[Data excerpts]

□ □ □ □

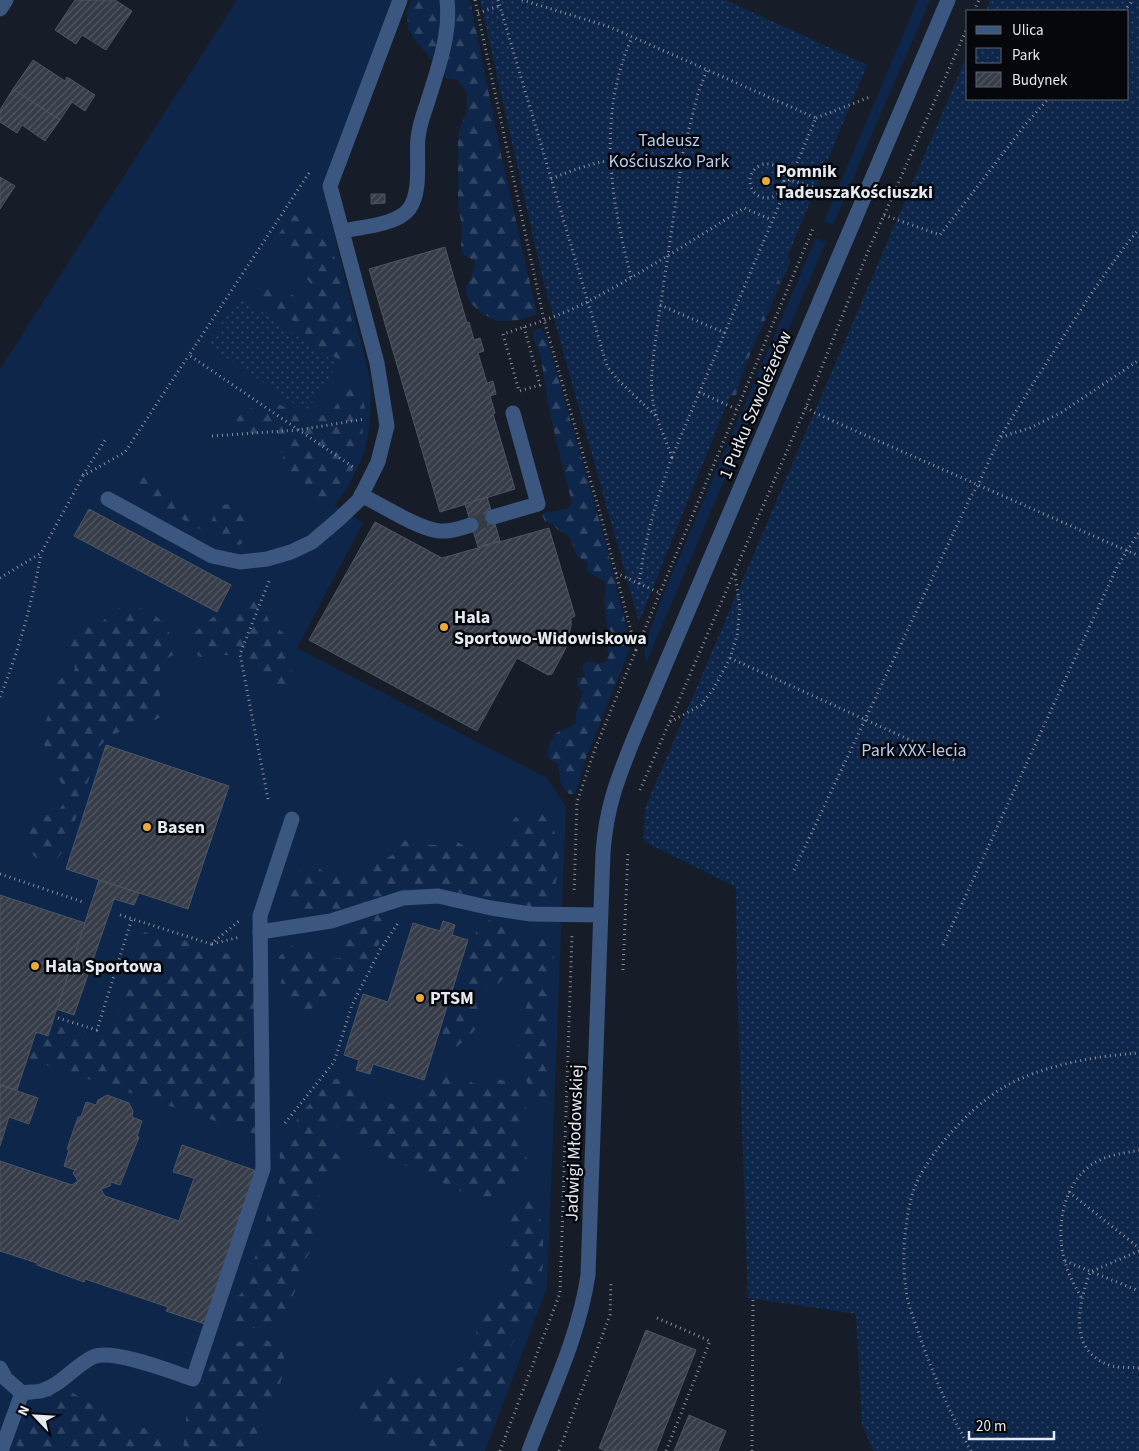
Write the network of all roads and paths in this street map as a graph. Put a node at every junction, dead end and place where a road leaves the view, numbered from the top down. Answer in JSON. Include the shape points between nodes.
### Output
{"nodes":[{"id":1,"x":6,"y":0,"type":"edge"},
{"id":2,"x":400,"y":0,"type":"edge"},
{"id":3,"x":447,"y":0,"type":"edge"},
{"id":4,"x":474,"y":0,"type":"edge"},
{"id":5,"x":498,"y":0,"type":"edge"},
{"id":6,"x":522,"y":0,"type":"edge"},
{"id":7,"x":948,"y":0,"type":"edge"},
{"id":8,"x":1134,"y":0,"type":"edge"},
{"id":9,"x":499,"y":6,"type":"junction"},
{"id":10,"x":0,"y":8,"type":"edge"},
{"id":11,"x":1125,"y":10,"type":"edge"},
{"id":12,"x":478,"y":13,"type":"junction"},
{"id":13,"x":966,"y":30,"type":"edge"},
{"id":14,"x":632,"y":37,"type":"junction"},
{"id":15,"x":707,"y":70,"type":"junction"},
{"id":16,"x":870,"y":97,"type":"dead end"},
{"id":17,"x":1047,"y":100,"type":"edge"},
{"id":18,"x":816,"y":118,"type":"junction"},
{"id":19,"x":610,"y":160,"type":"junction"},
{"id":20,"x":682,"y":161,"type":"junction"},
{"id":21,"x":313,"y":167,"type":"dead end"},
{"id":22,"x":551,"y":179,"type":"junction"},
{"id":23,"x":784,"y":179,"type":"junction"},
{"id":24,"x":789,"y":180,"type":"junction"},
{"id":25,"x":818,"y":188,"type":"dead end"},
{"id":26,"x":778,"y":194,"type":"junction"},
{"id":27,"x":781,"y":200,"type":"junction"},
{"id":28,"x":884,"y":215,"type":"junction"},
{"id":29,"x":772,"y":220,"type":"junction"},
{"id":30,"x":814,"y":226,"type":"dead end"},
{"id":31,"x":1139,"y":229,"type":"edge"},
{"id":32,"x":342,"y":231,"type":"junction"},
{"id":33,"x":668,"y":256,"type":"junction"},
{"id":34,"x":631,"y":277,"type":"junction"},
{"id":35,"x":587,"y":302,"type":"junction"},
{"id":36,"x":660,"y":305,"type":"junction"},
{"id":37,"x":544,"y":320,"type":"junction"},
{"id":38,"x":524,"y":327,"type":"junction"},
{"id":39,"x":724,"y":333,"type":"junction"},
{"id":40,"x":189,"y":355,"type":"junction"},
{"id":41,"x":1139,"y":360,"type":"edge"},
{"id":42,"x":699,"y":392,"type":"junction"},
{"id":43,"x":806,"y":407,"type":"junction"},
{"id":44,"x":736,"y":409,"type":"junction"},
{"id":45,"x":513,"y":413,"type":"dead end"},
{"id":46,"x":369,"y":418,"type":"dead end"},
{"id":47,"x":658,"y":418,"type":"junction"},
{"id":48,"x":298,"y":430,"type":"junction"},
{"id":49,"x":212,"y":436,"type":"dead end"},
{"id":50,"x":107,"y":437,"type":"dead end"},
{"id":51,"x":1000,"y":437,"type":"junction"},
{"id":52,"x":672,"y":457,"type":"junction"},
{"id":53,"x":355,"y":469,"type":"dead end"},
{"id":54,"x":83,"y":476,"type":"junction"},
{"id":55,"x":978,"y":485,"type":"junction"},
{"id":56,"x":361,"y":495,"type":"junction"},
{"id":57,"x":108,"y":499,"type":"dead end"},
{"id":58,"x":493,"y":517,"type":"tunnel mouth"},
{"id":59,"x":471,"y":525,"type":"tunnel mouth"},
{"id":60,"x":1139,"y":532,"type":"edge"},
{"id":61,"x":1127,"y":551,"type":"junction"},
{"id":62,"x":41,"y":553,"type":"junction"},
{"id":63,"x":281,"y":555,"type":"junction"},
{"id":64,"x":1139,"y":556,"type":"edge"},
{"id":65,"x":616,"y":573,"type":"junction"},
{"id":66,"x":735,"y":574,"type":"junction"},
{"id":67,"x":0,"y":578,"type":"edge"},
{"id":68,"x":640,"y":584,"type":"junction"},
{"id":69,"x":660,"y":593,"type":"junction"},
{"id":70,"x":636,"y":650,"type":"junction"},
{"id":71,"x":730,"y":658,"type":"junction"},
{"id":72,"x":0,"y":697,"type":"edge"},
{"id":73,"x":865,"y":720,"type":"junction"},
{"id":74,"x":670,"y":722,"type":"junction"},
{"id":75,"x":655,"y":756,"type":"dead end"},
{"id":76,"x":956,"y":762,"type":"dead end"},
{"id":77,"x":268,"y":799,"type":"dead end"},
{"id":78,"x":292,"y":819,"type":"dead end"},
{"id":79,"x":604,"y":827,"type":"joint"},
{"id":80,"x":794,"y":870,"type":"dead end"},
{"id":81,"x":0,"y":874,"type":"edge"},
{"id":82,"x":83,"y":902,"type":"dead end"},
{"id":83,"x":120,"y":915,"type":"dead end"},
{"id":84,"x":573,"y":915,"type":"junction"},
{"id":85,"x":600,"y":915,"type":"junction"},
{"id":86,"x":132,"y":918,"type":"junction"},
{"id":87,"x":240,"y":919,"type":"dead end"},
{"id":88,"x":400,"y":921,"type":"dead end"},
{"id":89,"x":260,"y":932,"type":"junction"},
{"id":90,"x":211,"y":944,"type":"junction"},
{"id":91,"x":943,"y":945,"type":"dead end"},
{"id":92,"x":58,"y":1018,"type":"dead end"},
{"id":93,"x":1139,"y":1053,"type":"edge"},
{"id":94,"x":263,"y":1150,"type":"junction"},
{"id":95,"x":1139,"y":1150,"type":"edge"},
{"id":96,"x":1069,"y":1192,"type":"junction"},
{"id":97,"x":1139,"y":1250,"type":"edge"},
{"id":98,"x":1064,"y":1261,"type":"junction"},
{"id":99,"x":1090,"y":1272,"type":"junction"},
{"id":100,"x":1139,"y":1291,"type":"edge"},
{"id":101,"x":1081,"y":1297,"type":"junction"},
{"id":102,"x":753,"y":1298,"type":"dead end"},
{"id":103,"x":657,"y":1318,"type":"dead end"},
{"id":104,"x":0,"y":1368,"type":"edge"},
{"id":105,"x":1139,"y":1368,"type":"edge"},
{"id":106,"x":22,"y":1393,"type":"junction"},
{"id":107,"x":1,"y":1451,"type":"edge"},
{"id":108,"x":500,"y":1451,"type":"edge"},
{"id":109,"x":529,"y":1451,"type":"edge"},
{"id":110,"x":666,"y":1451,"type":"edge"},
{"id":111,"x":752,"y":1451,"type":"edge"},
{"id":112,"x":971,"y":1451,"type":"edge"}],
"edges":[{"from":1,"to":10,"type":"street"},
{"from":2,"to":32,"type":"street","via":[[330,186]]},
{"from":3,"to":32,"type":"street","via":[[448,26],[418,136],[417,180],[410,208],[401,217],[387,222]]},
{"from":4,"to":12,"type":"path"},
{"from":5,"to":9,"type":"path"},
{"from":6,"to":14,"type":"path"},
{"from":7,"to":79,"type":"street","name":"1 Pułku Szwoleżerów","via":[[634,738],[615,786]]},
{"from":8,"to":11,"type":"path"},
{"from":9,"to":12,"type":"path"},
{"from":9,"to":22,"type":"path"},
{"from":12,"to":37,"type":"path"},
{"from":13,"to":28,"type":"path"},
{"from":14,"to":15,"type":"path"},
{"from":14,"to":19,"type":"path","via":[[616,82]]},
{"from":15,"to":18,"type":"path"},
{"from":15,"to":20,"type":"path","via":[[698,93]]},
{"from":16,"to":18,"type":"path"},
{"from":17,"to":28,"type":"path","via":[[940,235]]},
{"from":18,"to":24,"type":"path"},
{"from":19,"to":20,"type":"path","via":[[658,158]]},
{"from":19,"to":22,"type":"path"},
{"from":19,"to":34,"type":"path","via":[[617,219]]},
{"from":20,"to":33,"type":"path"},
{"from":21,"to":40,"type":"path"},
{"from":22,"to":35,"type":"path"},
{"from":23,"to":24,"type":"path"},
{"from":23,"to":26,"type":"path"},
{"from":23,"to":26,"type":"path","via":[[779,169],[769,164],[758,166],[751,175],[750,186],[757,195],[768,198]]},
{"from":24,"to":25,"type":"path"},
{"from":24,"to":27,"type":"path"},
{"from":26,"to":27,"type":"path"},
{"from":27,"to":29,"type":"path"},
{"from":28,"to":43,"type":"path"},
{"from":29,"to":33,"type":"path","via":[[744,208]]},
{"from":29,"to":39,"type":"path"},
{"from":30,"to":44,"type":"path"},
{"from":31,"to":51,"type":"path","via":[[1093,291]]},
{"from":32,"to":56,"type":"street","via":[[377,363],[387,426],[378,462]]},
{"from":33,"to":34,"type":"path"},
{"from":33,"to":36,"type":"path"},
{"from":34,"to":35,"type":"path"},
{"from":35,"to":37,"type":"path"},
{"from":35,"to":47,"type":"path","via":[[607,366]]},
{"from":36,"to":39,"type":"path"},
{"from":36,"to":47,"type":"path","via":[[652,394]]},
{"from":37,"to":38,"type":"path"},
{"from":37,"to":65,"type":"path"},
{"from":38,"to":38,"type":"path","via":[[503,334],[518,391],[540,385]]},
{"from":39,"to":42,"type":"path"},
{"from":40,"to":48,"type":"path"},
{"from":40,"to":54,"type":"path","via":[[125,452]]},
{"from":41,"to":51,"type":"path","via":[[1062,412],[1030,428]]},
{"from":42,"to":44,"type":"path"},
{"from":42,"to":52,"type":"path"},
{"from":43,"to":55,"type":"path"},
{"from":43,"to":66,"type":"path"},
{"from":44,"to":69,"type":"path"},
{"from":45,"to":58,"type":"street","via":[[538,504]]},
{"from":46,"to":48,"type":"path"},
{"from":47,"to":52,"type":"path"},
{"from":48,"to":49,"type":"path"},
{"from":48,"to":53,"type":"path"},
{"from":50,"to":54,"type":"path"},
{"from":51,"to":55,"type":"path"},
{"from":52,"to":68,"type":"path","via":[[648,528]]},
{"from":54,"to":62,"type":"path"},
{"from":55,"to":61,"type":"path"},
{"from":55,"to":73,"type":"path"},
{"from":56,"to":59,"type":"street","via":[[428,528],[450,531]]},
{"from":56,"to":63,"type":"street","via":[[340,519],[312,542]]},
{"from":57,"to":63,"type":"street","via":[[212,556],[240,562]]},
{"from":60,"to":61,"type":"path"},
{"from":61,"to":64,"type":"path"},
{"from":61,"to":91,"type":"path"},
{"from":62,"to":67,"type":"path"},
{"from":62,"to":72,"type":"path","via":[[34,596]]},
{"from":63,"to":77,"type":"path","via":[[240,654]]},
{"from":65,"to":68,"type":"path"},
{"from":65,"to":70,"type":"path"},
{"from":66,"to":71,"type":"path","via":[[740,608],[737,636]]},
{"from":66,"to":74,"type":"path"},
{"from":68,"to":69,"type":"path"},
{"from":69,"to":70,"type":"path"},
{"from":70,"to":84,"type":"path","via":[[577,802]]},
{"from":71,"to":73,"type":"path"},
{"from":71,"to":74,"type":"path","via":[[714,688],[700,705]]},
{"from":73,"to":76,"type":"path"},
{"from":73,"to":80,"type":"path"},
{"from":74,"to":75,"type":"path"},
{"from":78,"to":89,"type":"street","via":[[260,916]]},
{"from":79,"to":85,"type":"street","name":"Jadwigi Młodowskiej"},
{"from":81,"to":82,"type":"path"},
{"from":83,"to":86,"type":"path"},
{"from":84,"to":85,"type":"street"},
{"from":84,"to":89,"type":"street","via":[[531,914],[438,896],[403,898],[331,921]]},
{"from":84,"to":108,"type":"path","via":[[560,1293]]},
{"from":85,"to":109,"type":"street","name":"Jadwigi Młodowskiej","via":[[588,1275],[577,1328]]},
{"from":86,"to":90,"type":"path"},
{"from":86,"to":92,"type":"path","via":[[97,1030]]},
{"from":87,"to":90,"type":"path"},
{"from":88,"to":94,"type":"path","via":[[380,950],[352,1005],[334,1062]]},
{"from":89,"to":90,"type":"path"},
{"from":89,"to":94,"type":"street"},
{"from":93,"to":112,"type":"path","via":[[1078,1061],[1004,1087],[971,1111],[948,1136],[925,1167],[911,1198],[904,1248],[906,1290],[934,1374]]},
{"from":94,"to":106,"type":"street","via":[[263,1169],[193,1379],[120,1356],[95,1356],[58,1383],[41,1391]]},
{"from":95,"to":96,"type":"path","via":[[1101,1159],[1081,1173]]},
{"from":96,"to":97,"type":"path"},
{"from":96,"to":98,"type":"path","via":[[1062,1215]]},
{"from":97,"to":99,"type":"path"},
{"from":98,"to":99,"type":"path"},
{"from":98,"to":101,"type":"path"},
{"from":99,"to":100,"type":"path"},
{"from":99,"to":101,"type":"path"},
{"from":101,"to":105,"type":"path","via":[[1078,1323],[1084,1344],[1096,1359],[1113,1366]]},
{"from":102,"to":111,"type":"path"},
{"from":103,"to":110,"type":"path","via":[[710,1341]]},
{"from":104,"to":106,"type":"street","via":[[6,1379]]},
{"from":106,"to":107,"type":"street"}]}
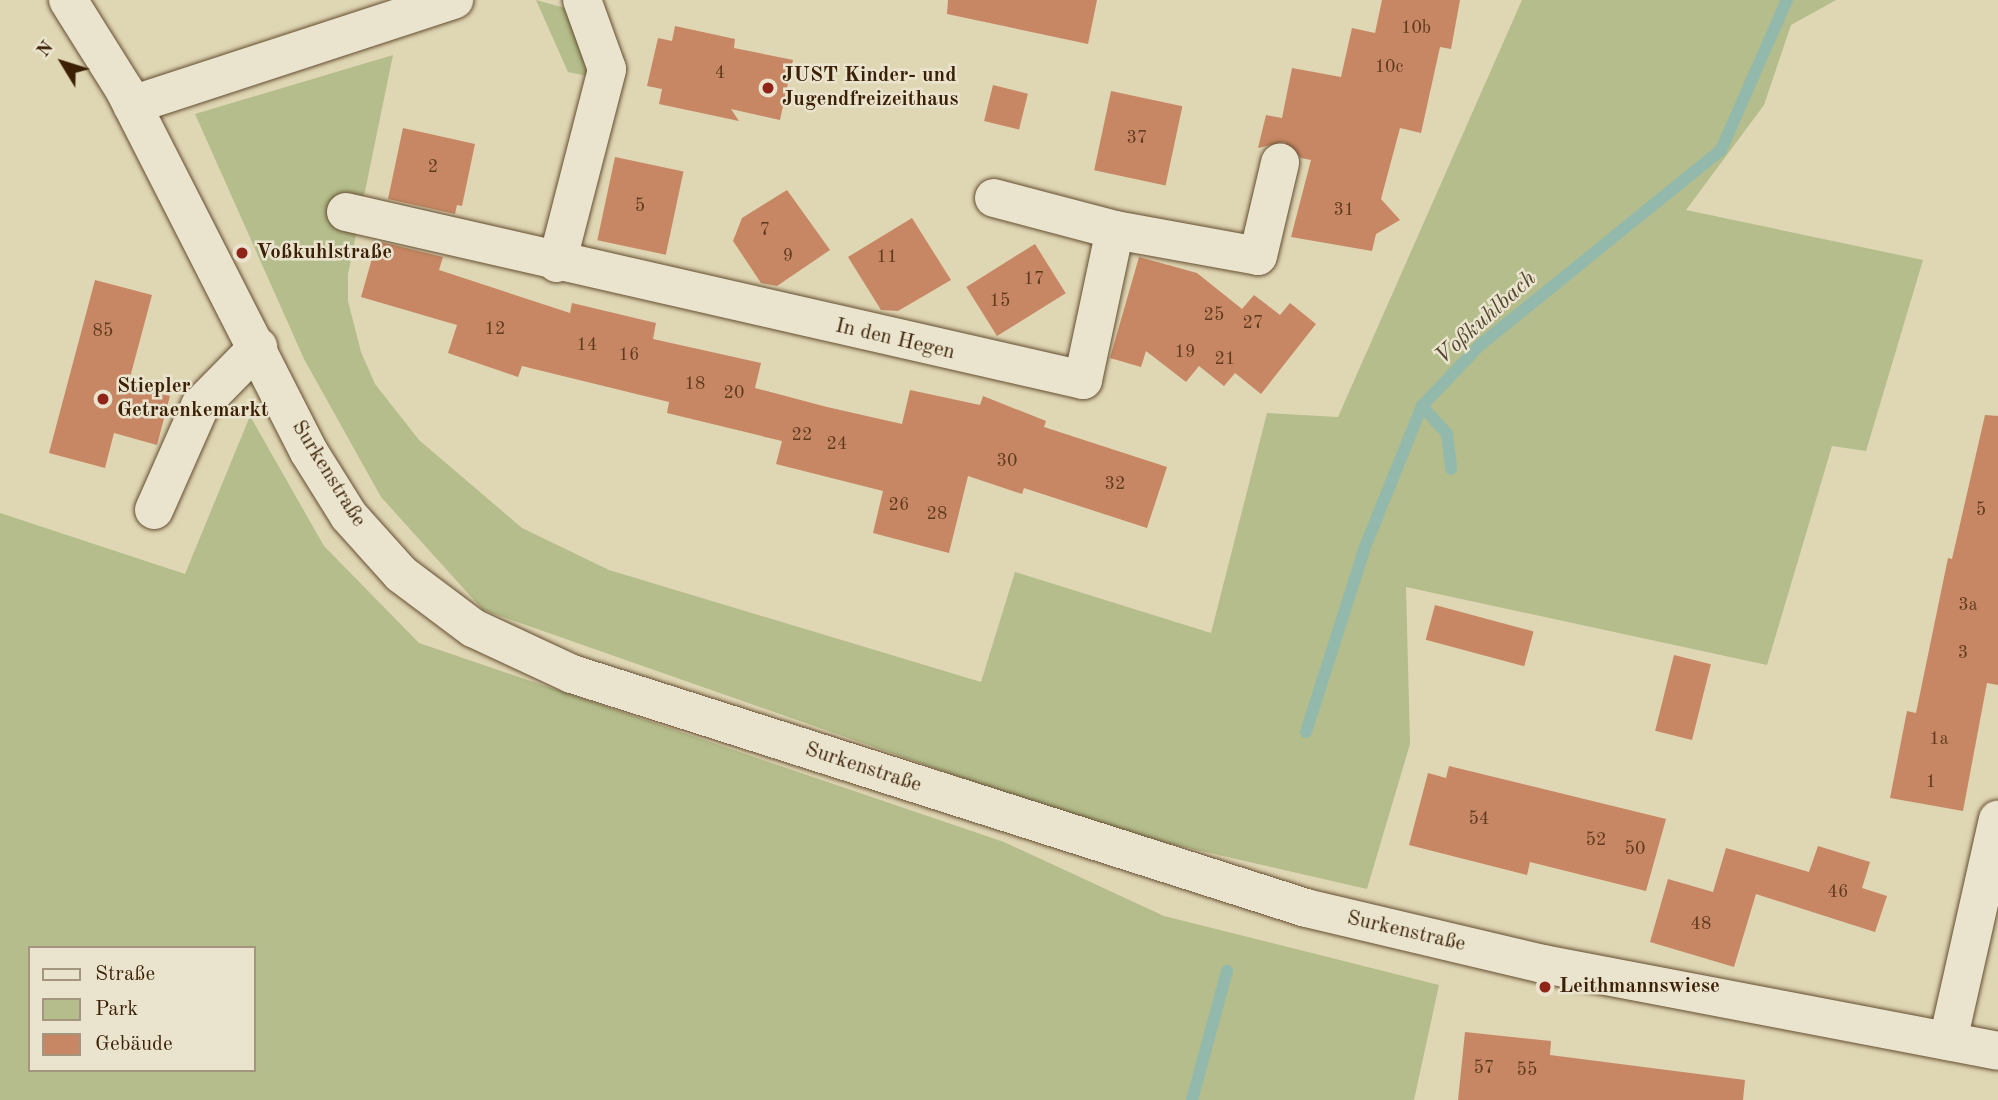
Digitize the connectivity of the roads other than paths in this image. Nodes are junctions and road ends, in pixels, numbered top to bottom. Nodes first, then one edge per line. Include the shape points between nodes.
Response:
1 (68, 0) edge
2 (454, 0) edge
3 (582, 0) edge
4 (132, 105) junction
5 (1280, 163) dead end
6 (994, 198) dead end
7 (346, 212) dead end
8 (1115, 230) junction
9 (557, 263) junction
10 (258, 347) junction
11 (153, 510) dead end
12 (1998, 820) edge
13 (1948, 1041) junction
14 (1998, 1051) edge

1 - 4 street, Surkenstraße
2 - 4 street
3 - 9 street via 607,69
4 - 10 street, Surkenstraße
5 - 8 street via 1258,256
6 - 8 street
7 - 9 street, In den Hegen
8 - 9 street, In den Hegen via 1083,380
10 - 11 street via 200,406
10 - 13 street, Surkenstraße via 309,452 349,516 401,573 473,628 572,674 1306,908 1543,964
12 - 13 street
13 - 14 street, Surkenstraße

□ □ □ □

- Work task -
Among the lines above, show every one that contains the string "Jadwigi".

- Reply to the exercise -
{"from":79,"to":85,"type":"street","name":"Jadwigi Młodowskiej"},
{"from":85,"to":109,"type":"street","name":"Jadwigi Młodowskiej","via":[[588,1275],[577,1328]]},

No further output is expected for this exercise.